Algérie: les trappistes savaient à quoi s’en tenir
Les moines du monastère de l’Atlas étaient conscients des risques qúils
prenaient et ils avaient choisi de rester, précise-t-on à la maison
générale des trappistes à Rome.
Le P. André Barbeau, secrétaire général des Trappistes, a précisé au micro
de Radio Vatican que l’intégration des religieux dans les pays où ils sont
en mission peut les conduire à ne pas considérer comme les concernant les
appels à rentrer au pays adressés par les gouvernements à leurs
ressortissants. Au Zaire, la congrégation a cependant dû récemment évacuer
une Trappe. Dans ce domaine, ce n’est pas au Vatican d’intervenir: chaque
congrégation donne ses propres consignes, a-t-il indiqué. Les moines de
Medea s’étaient eux-mêmes prononcés par vote à bulletin secret et avaient
choisi de rester «en connaissance de cause».

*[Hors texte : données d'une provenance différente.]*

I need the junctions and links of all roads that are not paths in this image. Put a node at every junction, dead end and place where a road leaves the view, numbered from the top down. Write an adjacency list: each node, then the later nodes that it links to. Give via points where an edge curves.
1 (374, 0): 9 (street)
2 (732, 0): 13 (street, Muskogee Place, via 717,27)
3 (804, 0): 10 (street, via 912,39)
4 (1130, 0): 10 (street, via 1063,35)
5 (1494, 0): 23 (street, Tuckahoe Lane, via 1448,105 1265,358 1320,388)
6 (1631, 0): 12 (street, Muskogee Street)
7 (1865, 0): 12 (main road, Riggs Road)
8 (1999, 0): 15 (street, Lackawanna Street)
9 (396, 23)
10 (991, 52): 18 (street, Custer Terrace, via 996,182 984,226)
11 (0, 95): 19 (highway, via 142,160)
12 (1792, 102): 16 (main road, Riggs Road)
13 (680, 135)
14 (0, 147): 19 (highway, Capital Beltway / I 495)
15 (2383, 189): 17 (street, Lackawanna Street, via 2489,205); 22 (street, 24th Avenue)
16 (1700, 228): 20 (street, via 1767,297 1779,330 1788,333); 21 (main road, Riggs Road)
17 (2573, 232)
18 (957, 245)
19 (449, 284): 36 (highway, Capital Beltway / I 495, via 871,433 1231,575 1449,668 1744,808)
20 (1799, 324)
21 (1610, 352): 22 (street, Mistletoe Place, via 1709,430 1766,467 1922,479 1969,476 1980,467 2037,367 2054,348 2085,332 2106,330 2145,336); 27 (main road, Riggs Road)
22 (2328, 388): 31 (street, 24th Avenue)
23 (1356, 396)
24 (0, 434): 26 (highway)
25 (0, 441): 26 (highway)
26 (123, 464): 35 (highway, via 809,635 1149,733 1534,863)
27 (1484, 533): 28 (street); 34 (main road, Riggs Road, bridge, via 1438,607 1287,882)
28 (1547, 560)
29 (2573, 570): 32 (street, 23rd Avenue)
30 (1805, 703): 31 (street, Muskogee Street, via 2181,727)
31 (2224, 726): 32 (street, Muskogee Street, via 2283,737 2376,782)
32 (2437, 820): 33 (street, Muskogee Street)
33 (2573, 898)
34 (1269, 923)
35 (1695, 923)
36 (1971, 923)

Le Père Christian, Supérieur des frères, écrivait à l’abbé général, Dom
Bernardo Olivera, à la suite de l’assassinat de deux religieuses en
septembre 1995 que «les membres restants» de «cette toute petite Eglise»
ont «tous conscience que la logique de peur présence doit inclure désormais
l’éventualité d’une mort violente. C’est pour beaucoup comme une plongée
neuve et radicale dans le charisme même de leur congrégation et aussi un
retour à la source du premier appel», déclarait-il.
Si l’assassinat des sept moines était confirmé, le lourd bilan serait,
depuis 1993, de 39 Français tués en Algérie, dont 18 religieux. Si la
nouvelle est confirmée, le pape ne manquera pas d’envoyer un télégramme et
de prendre position, comme il le fait souvent sur l’actualité brûlante,
lors du Regina Caeli du dimanche.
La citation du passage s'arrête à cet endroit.